29 April, 2008

Zoning, São Paulo, and Density

Tyler Cowen recently sparked a minor discussion in the urban blogosphere about zoning. What would happen if zoning were less strict?

More specifically, Manhattan would look more like Sao Paulo, with a true forest of skyscrapers instead of the current puny and indeed embarrassing line-up. Many of these towers would be residential, as they are in Sao Paulo. Many problems of cities, including congestion, would of course become worse. Overall I see the gain as real but a small one, at least relative to gdp.
Reading this passage gives you the impression that São Paulo is denser than New York, however, Cowen is uncharacteristically wrong about this fact. According to Wikipedia, New York City has a density of 10,533/km² (including boroughs, so Manhattan is even denser), while São Paulo has a density of 7,233/km².

The deeper point here is that tall buildings do not imply density and so it is easy to be misled by pictures such as the one Cowen cites of São Paulo. This is not a picture of unplanned density; it is a picture of planned sparseness. True unplanned density means that there are tall buildings of varying sizes and many smaller buildings squeezed up against one another, not uniform buildings separated with ample space to breathe as in São Paulo. This picture indicates, rather, that great masses of people want to live incredibly densely, but that zoning laws have in fact forced these masses down and apart. Someone points out in comments on MR that São Paulo actually has fairly stringent height restrictions, which leads to the glut of 20-story apartment buildings. I imagine there are also rules about how close together these buildings can be. Thus, São Paulo looks more like a collection of housing projects than a real city.

Yglesias falls into this fallacy as well, though he makes the equally important point that lack of zoning does not imply density. Houston is an important example; there, lack of zoning has lead to more spawl.


aph said...
This comment has been removed by the author.
aph said...

Great Blog!

True unplanned density means that there are tall buildings of varying sizes and many smaller buildings squeezed up against one another, not uniform buildings

More often than not, developers of large buildings would acquire the smaller buildings to maximize value.

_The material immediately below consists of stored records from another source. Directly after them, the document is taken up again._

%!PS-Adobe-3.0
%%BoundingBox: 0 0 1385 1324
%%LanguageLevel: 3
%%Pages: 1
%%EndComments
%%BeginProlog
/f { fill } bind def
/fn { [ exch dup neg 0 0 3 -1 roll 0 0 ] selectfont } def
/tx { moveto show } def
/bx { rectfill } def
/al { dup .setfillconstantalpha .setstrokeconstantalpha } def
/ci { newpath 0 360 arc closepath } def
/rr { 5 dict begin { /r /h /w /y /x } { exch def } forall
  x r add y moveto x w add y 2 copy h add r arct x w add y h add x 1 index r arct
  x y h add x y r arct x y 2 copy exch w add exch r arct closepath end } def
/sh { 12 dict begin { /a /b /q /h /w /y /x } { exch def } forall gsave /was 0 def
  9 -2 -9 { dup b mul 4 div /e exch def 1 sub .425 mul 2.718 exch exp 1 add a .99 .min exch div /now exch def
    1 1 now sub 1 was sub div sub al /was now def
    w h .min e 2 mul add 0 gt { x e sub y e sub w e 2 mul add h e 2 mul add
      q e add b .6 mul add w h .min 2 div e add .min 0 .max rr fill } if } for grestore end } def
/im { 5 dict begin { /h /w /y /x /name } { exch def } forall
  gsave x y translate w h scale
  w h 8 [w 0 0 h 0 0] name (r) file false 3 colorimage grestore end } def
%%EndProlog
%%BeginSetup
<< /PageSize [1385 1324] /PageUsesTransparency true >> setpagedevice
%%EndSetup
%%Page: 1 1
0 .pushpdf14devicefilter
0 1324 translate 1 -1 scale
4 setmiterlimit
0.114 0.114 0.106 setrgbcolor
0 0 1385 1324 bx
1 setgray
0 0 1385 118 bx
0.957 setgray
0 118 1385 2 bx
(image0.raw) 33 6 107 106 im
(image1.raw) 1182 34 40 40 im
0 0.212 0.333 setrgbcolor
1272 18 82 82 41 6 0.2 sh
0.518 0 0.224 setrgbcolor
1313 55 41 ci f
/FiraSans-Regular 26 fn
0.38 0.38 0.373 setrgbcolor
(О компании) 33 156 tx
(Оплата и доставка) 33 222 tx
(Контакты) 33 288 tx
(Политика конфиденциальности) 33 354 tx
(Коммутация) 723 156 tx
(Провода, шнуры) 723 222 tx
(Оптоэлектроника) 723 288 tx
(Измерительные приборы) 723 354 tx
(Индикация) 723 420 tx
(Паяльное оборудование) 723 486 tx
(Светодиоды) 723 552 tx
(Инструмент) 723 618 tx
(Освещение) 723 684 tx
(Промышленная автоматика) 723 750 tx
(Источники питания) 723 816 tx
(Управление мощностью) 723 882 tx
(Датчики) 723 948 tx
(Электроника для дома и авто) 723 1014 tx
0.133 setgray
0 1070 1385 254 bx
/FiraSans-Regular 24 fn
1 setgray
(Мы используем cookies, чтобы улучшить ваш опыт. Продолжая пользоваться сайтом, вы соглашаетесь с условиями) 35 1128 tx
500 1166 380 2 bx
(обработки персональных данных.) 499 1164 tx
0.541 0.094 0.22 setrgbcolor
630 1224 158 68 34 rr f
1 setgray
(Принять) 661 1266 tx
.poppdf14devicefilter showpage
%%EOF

The owners of the smaller buildings have the incentive to sell to the developer because they most likely won't be able to get as much value out of their property otherwise.

lack of zoning has lead to more sprawl.

How is that possible? Could you expand on that?
I do not think it is the lack of density/use restrictions that cause people to spread out. I would argue that overbuilding and subsidizing of socialized roads and parking are more the culprit.

Elliot said...

Good stuff. I just wanted to note Cowen's comment that congestion would become worse in denser cities. That would certainly be the case in our current paradigm, in which car use is de facto subsidized and (especially in cities that are not in the northwest corridor) there are few other convenient options.

But with the right mix of policies, that very "congestion" would not only be mitigated, but could become a net plus. People living closer to each other, and closer to where they work, would make public transportation much easier, reducing the number of cars on the road. Higher density is also more walkable - if what used to be a twenty minute drive is now a ten minute walk, that would have enormous implications for how people get around and interact within the city in ways that have many positive externalities. More lively neighborhoods and better health are just two I can think of.

Also, that photo of Sao Paulo looks awful. It looks more like a suburb than a city to me, in the sense that it appears to be almost all housing, with few shops, bars, offices, etc. Its the close mixture of many activities that makes cities appealing. I hope imitating sprawling Latin American mega-cities (some of the more dysfunctional in the world) is not our goal...

spencer said...

Thanks for your comment, Adam.

I didn't mean that small buildings would coexist with tall buildings, which typically doesn't occur for the reason's you point out. But a more "natural" outcome than large towers separated by green space is smaller buildings squeezed together.

Zoning doesn't have the same effect wherever it is used. It depends on how it is used. In Western cities where congestion is not an issue, zoning has typically been used to create density. In Eastern cities, the effect of zoning is usually to split functions, creating sprawl.

APH said...


I think the "natural" outcome could be what you are describing if it developed over a long time. However, if demand for housing was very high in a currently low density area, developers would buy up pieces and most likely build high-rises.
This is because above a certain density, it is more economical to combine services such as elevators and mechanic equipment, as well as the structural system into one building. It also allows they to optimize the floor plate. People prefer floor-plates in high-rises over floor-plates of long brownstones. There is a cost premium to vertical development , but developers sell/rent at premium as they go higher because of the views.

Could you describe how zoning creates density in western cities? Are developers being forced to build more dense than the market dictates? If that is the case, I don't know any developers who would willingly build there.

spencer said...


You're right, I was thinking about a long-term outcome. My point is just that people don't tend to demand lots of empty space or green space between high-rises, these tend to be features that planners put in. What is scarce in cities is space--yes, one way to get around that is to build higher, but there's no reason to build higher BEFORE you build closer together.

In Western cities, lots of forces already make cities spread out. Zoning would then be of less use for those trying to create sprawl; it is only useful for those trying to create density. This is perhaps why we see a relative lack of zoning in the West.